Area 51 is a 2015 American found footage science fiction horror film directed and shot by Oren Peli and co-written by Peli and Christopher Denham. The film stars Reid Warner, Darrin Bragg, Ben Rovner, and Jelena Nik. The film was produced by Jason Blum under his Blumhouse Productions banner, and was released in a limited release and through video on demand on May 15, 2015, by Paramount Insurge.

Plot
Three close friends, Reid, Darrin, and Ben, attend a party together, during which Reid vanishes. Unable to locate him, Ben and Darrin leave. Driving home on a dark, secluded road, the two nearly run over their friend Reid, who is inexplicably standing in the roadway in a daze.

After the incident, Reid becomes fascinated with aliens and, in particular, Area 51. Reid spends months planning to infiltrate Area 51 to uncover the base's secrets. However, Reid's obsessive extraterrestrial research leaves him detached from his family and he loses his job. Reid recruits his friends Darrin and Ben. Together with Jelena, another conspiracy theorist whose father worked at Area 51, they contrive to sneak onto the military base using signal jammers, night vision goggles, Freon-laced jumpsuits, and pills to mask their ammonia levels. Jelena's father advises the group to investigate a man who works at Area 51 in a key position. Reid and Darrin sneak into the man's house and steal his security badge. Ben drops his three friends off in the desert outside the base and waits for their return. Reid, Darrin and Jelena bypass the base's perimeter defenses. They use the stolen security badge to enter the complex. Exploring the base, the trio discover a lab containing anti-gravity material and a lifelike liquid substance. They also find an alien spacecraft in a hangar, which only Reid can enter or interact with. The three reach the 'S4'-level of Area 51, which stores the complex's most secret information and experiments. They trigger an alarm and are swarmed by guards. Darrin gets separated from his friends. Eluding the guards, Darrin narrowly escapes a predatory alien and retreats to the base's higher levels.

Reid and Jelena venture deeper into the complex to discover a cavern-like structure beneath Area 51. There they find articles of clothing, toys, and later, pods containing human blood and organs. The two stumble on a colony of sleeping aliens. An alien awakens and chases them out of the cave into a different section of the complex where they find themselves in a white chamber. As Reid examines a series of alien symbols, Jelena is suddenly dragged away by an unseen force. Reid locates her, but she is unresponsive and in a trance. The chamber suddenly loses gravity, revealing them on board a silver alien spacecraft, from which Reid's camera falls and plummets to the ground.
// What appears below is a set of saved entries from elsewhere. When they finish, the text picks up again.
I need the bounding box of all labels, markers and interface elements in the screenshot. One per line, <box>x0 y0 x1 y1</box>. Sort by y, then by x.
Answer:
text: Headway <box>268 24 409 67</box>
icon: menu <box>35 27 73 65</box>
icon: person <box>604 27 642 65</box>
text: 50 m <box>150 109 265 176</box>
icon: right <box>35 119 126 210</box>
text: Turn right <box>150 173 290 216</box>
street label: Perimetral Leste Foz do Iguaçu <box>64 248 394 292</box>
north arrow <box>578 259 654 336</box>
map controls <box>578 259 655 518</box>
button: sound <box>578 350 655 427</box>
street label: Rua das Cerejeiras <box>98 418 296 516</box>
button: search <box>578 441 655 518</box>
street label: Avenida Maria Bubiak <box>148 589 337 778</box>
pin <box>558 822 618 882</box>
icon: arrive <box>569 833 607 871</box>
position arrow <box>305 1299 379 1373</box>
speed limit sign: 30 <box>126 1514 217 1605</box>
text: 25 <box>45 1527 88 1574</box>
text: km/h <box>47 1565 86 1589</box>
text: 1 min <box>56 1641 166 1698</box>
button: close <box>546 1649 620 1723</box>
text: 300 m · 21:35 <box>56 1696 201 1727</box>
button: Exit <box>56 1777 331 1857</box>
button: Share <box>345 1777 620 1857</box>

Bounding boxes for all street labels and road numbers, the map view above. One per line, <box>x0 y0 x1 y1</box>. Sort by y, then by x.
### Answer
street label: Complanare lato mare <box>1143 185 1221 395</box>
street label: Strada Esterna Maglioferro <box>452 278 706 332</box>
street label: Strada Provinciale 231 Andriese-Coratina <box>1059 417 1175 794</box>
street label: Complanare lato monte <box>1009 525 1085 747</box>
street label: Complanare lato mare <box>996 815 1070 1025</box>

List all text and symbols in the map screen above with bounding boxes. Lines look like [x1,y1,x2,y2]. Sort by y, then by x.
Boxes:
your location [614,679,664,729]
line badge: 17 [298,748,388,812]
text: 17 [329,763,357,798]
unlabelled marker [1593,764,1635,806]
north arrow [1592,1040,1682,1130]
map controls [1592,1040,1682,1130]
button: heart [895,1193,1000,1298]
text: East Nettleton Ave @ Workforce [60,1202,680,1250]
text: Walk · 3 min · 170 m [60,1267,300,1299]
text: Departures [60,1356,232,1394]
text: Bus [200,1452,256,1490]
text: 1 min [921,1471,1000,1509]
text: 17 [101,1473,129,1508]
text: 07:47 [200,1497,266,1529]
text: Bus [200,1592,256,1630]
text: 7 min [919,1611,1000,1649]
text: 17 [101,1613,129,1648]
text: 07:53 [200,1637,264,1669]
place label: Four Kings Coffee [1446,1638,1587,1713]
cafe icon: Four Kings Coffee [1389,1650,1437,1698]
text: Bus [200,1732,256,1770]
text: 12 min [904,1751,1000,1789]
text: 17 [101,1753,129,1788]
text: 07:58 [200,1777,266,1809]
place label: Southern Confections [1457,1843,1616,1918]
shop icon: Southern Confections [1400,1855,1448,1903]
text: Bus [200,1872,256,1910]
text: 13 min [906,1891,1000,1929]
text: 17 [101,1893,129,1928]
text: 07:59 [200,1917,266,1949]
Darrin successfully escapes the complex to learn that all base personnel are evacuating Area 51. He exits back into the desert, where he finds Ben waiting for the trio to return. Darrin explains their group was separated. He frantically urges Ben to drive away; however, the car's engine dies. The camcorder captures the pair's abduction from the car.

In a post-credits scene, an old man the group previously interviewed finds Reid's camcorder, which is still-recording.

Cast
 Reid Warner as Reid 
 Darrin Bragg as Darrin
 Jelena Nik as Jelena
 Ben Rovner as Ben
 Sandra Staggs as Mother
 Roy Abramsohn as Father
 Frank Novak as himself
 David Saucedo as Town Local
 Glenn Campbell as himself
 Jamel King as Jamel Bragg
 Nikka Far as Nikki
 Norio Hayakawa as himself

Production
Production for the film began in the fall of 2009. In April 2011, CBS Films hired director and actor Christopher Denham to do some rewrites on Area 51. Peli filmed re-shoots in 2013. In August 2013, Jason Blum stated that the film had finished production and that Peli was "tinkering" with the film in post production. On March 14, 2015, Blum confirmed that the film was officially done and would perhaps be released on VOD. On April 23, 2015 it was announced the film would open exclusively in Alamo Drafthouse theaters and through video on demand platforms on May 15, 2015.

Release

Box office and sales
The film was released in Alamo Drafthouse theaters exclusively for a weekend-long-run, and on video on demand  platforms beginning on May 15, 2015, courtesy of Paramount Insurge and Blumhouse Tilt. The film made a total of $7,556 for its weekend long-run.

Reception
Area 51 received generally negative reviews from critics. On Rotten Tomatoes it has an approval rating of 13% based on reviews from 8 critics.

Brian Tallerico writing for RogerEbert.com gave the film one and half stars and mainly criticized the film's generic plot and pacing. A. A. Dowd from The A.V. Club gave Area 51 a 'C'-rating and criticized the film's originality when compared to Oren Peli's previous film, Paranormal Activity.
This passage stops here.